Investment Plan benefits will be paid upon retirement, termination of
employment, disability, or death. In addition, benefits may be distributed to a
participant in the event of financial hardship.

Aggregated Option/SAR Exercises in Last Fiscal Year and Fiscal year end
Option/SR Values

There were no stock options held by any of the Company's officer as of October
31, 1997. During the year ended October 31, 1997, no stock options were
exercised.

The Company maintains a Stock Option Plan (the "Plan") under which options of
purchase 800,000 shares of the Company's Common Stock, par value $.0001 per
share, have been reserved. Pursuant to the Plan, the Company is permitted to
issue incentive stock options ("Incentive Stock Options") and non-qualified
stock options ("Non-Qualified Stock Options") to employees or directors of the
Company; provided, however, that no incentive Stock Options shall be granted to
a non-employee director. Incentive Stock Options under the Plan are intended to
qualify for the tax treatment accord under Section 422A of the Internal Code of
1986, as amended (the "Code). Non-Qualified Options under the plan are intended
to be options which do not qualify for the tax treatment accorded under Section
422A of the Code.

All directors and key employees of the Company and its subsidiaries are eligible
to participate in the Plan. The Plan is administered by the Board of Directors
of the Company which, to the extent it determine, may delegate its power with
respect to the administration of the Plan to a compensation advisory committee
consisting of not less than three members, at least of whom two shall be
directors for the Company.

Under the Plan, Incentive Stock Options to purchase shares of the Company's
Common Stock may not be granted for less than 100 percent of fair market value
of the Common Stock on the date the Incentive Stock Option is granted; provided,
however, that in the case of an Incentive Stock Option granted to any person
then owning 10 percent of the voting power of all classes of the Company's
stock, the Purchase Price per share of all classes of the Company's stock, the
Purchase Price per share subject to the Incentive Stock Option may not be less
than 110 percent of the fair market value of the stock on the date of the grant
of the option. The option price per share with respect to each Non-Qualified
Stock Option granted under the Plan is to be determined by the Board of
Directors, but may not be less than 85% of the fair market value of the Common
Stock on the date the Non-Qualified Stock Option is granted.

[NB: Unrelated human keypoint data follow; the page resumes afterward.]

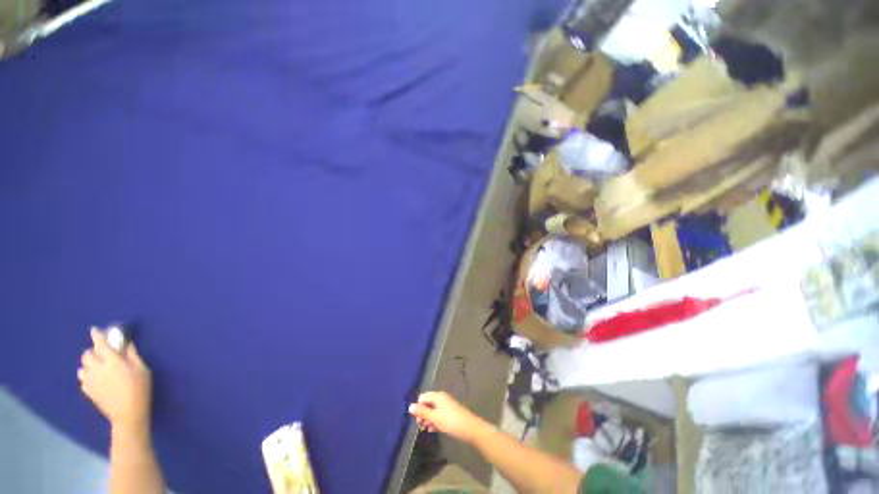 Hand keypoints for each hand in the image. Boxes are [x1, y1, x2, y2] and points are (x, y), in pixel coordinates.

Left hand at [78, 328, 152, 436]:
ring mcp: (90, 381)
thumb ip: (133, 355)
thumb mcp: (143, 370)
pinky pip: (82, 378)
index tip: (94, 330)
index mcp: (112, 361)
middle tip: (102, 353)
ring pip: (83, 366)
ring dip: (89, 363)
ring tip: (97, 366)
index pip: (101, 344)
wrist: (128, 414)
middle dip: (93, 351)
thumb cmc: (140, 389)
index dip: (97, 335)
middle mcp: (98, 368)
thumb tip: (126, 343)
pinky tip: (93, 378)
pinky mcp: (88, 391)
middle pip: (88, 354)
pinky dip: (86, 374)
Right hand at [408, 391, 484, 442]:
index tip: (417, 420)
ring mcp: (446, 405)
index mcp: (437, 396)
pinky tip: (433, 429)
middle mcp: (441, 398)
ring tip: (427, 429)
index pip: (422, 398)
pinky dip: (435, 421)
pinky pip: (439, 415)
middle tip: (421, 426)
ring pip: (433, 410)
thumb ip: (422, 412)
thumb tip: (409, 406)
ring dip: (428, 419)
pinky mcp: (450, 413)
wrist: (469, 428)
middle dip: (423, 414)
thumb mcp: (434, 417)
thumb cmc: (450, 421)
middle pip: (427, 404)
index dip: (418, 408) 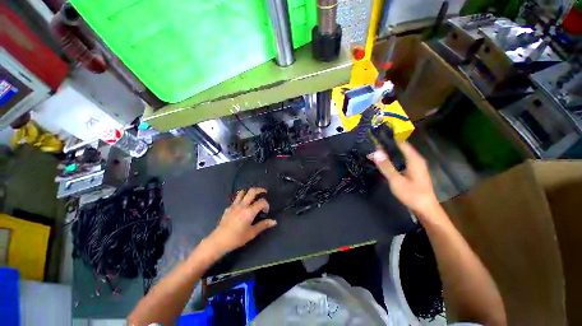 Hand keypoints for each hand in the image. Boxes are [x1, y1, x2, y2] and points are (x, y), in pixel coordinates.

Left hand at [205, 188, 276, 255]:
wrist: (218, 241)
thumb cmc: (237, 238)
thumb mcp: (252, 233)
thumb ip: (263, 225)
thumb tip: (274, 221)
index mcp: (249, 211)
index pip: (262, 201)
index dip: (266, 204)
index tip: (266, 212)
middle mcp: (242, 205)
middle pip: (252, 191)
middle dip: (260, 189)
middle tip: (264, 192)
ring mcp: (234, 205)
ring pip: (242, 192)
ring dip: (249, 192)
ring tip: (253, 197)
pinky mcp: (228, 208)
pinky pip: (236, 199)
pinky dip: (241, 199)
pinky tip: (242, 207)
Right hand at [368, 141, 439, 216]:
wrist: (426, 209)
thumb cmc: (412, 194)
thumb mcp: (396, 180)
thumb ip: (386, 166)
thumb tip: (376, 152)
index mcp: (414, 159)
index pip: (401, 143)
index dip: (390, 139)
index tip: (377, 136)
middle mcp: (416, 160)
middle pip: (400, 148)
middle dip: (387, 146)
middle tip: (372, 146)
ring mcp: (415, 166)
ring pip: (400, 155)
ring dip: (389, 153)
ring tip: (375, 153)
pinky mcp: (413, 172)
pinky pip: (401, 161)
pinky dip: (392, 160)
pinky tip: (384, 163) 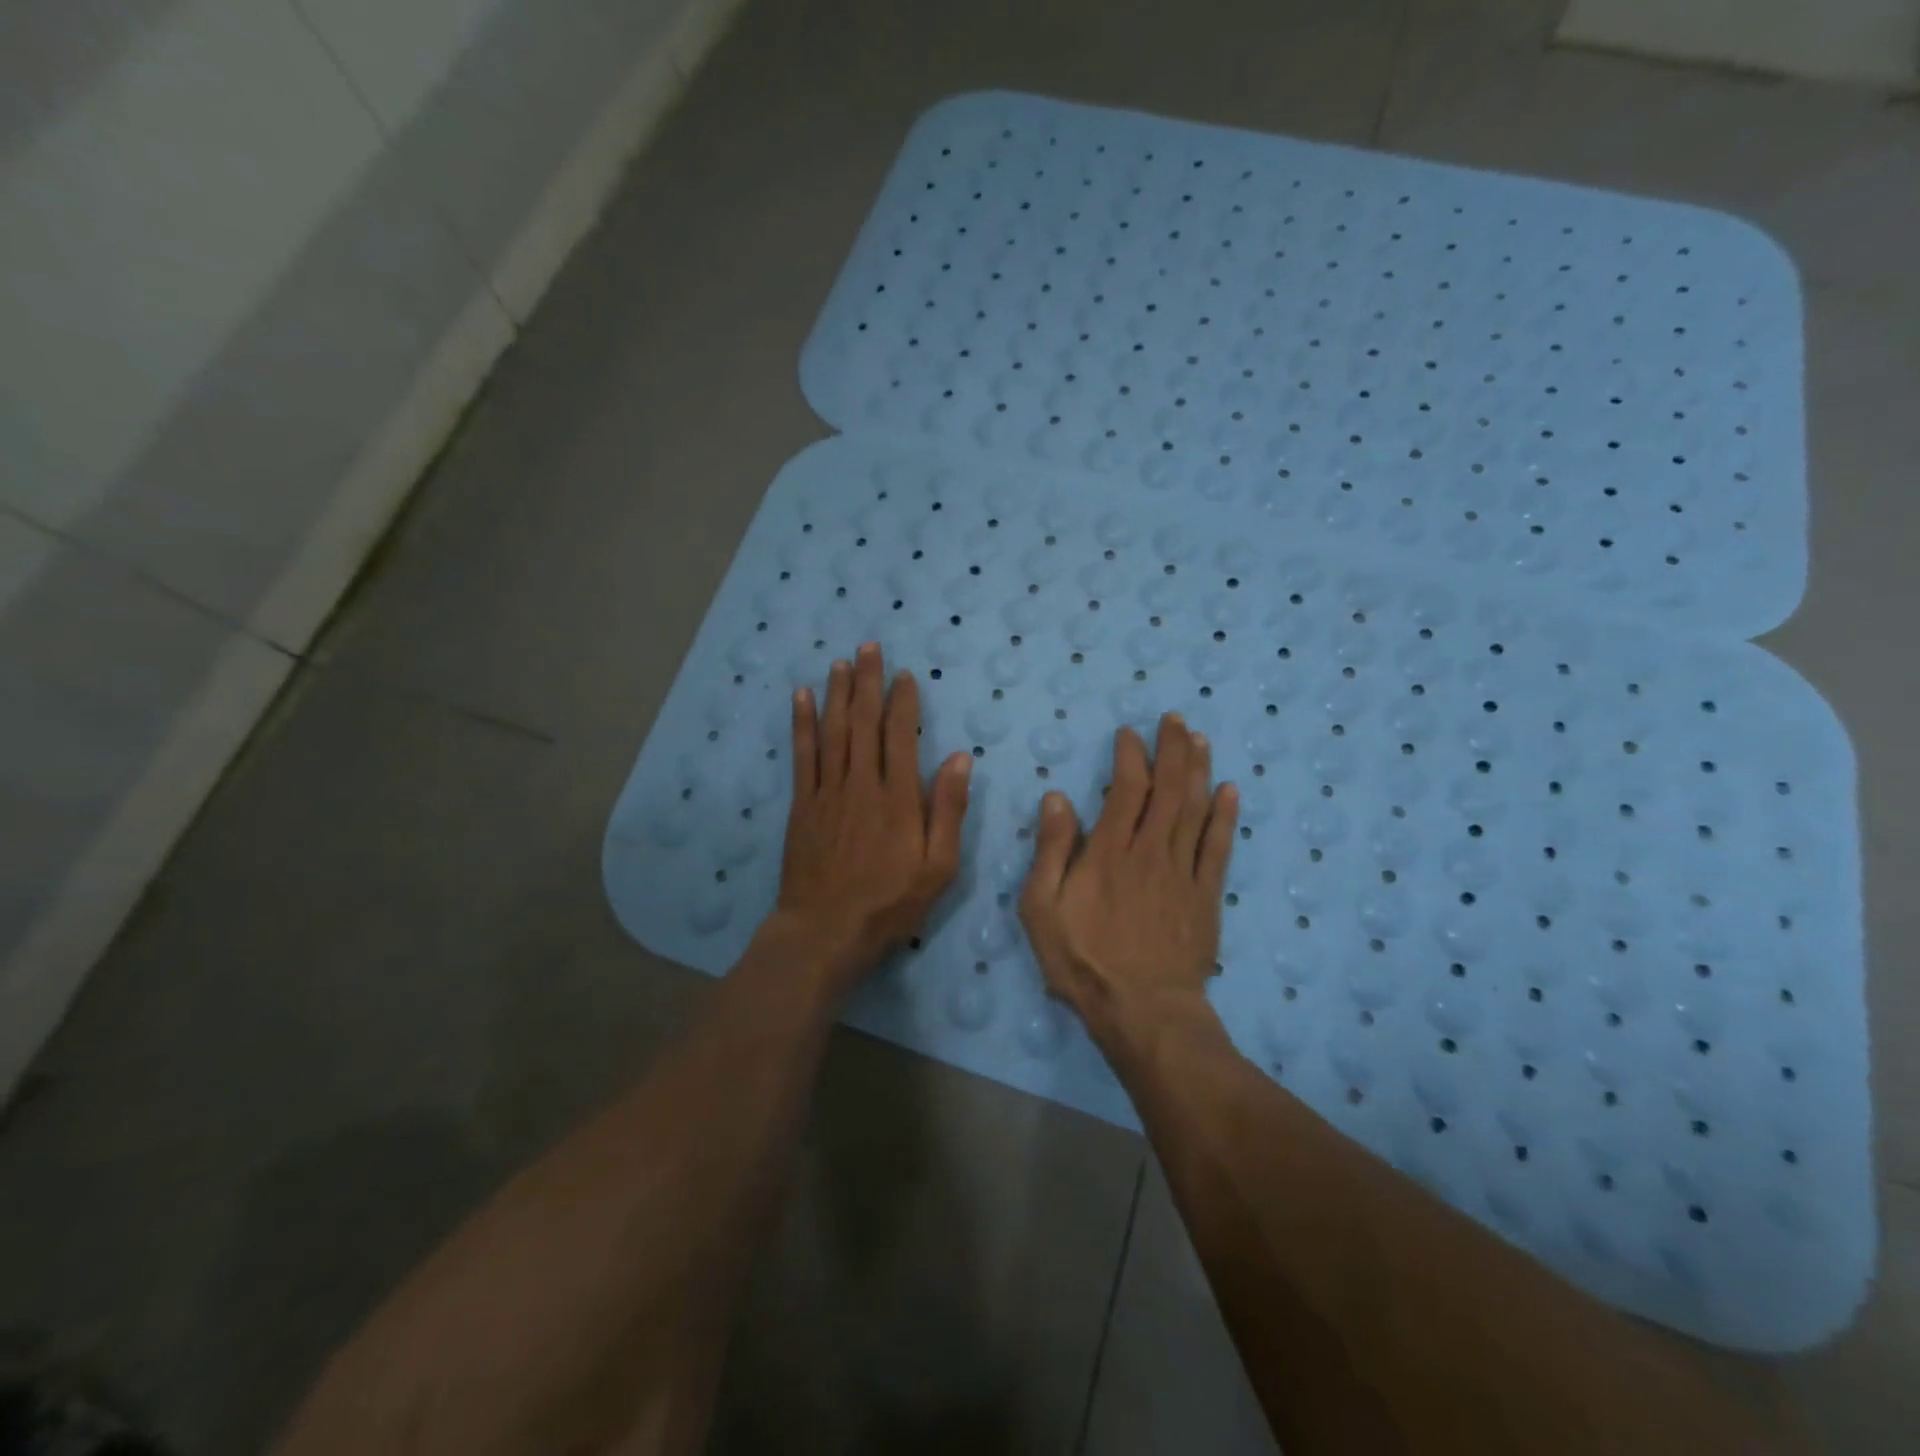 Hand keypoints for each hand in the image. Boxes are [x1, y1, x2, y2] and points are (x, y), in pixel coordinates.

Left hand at [772, 642, 972, 994]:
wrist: (824, 931)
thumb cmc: (889, 904)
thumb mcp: (937, 868)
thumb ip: (948, 811)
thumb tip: (958, 758)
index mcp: (898, 799)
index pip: (901, 736)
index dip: (903, 702)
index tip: (905, 675)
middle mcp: (861, 784)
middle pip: (864, 722)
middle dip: (868, 682)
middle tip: (869, 647)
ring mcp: (827, 792)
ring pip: (833, 731)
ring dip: (838, 693)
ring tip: (841, 661)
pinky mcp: (802, 805)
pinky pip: (802, 755)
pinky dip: (802, 723)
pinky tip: (802, 698)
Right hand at [1019, 713, 1237, 1056]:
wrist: (1144, 1011)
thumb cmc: (1083, 960)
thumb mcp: (1042, 908)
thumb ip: (1051, 851)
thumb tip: (1057, 798)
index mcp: (1109, 852)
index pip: (1126, 790)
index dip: (1130, 756)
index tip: (1130, 733)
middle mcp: (1150, 851)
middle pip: (1168, 789)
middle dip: (1172, 749)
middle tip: (1176, 719)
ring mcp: (1183, 872)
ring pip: (1195, 809)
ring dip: (1199, 770)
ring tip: (1200, 739)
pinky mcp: (1206, 896)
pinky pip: (1219, 848)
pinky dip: (1225, 817)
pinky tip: (1230, 790) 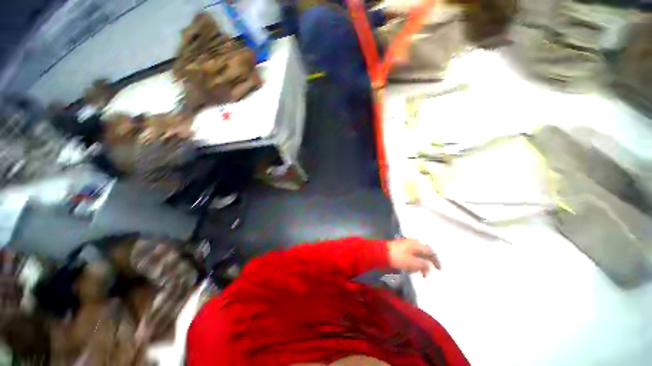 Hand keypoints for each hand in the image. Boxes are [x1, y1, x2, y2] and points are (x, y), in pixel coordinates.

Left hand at [387, 238, 440, 276]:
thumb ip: (423, 265)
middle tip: (425, 273)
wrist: (381, 253)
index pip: (430, 251)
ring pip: (416, 254)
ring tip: (413, 271)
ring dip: (417, 263)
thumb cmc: (398, 258)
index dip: (436, 260)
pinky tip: (407, 267)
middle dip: (425, 263)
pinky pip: (409, 255)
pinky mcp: (399, 247)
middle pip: (423, 252)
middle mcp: (412, 242)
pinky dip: (411, 262)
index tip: (439, 269)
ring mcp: (405, 244)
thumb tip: (428, 266)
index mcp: (417, 244)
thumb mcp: (413, 263) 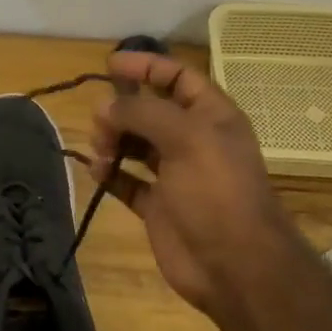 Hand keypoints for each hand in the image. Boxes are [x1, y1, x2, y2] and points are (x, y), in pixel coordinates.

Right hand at [90, 52, 299, 315]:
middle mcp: (194, 141)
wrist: (235, 265)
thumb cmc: (216, 192)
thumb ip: (143, 113)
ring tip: (101, 151)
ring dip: (114, 140)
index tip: (110, 64)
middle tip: (101, 121)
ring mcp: (175, 175)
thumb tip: (105, 105)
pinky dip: (111, 174)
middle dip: (123, 109)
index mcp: (211, 116)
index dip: (146, 66)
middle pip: (151, 110)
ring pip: (136, 144)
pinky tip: (97, 172)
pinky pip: (128, 181)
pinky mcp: (158, 206)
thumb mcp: (186, 138)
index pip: (178, 77) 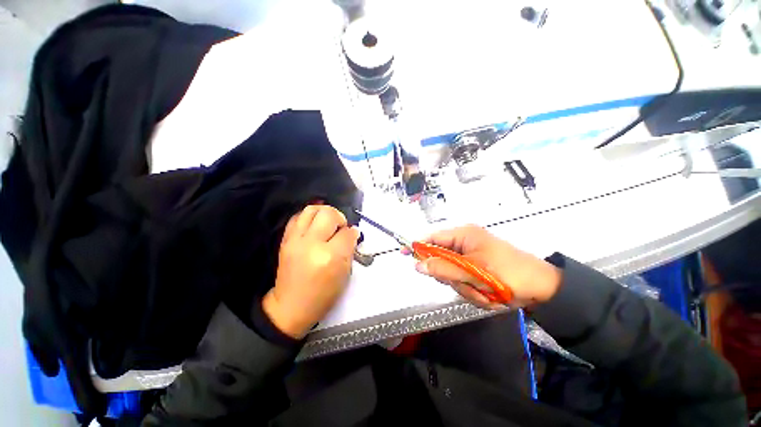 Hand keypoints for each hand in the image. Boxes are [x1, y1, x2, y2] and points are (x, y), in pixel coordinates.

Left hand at [263, 205, 359, 337]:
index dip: (352, 233)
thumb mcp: (344, 274)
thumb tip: (352, 232)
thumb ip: (350, 250)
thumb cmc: (323, 294)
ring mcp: (296, 240)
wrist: (292, 306)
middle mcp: (312, 244)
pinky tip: (314, 226)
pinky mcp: (285, 240)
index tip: (352, 236)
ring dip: (323, 212)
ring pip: (311, 209)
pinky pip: (297, 217)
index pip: (347, 233)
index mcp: (330, 257)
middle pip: (328, 214)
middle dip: (339, 218)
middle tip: (340, 228)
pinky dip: (308, 217)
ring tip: (327, 223)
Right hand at [412, 225, 561, 309]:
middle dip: (450, 276)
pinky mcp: (476, 269)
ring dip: (463, 286)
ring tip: (482, 291)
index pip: (432, 237)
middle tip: (465, 284)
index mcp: (463, 235)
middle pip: (440, 259)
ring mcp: (470, 257)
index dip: (417, 245)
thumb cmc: (508, 273)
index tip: (404, 253)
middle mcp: (464, 243)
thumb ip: (443, 268)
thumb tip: (417, 265)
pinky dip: (471, 290)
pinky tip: (486, 293)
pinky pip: (462, 281)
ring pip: (451, 274)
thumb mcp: (472, 271)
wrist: (542, 289)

Options under the Plan may not have a term of more than 10 years; provided,
however, that an Incentive Stock Option granted to a person then owing more than
10 percent of the voting power of all classes of the Company's stock may not be
exercised more than 5 years after the date such option is granted. In addition,
the aggregate fair market value, determined at the time the options granted, of
the stock with respect to which Incentive Stock Options are exercised for the
first time by an employee in any calendar year under the Plan may not exceed
$100,00.

There were no options outstanding at October 31, 1997.



Compensation of Directors

Directors who are not employees of the Company are entitled to a board meeting
attendance fee of $750 plus reimbursement of expenses. The directors waived all
of these fees for the year ending October 31, 1997.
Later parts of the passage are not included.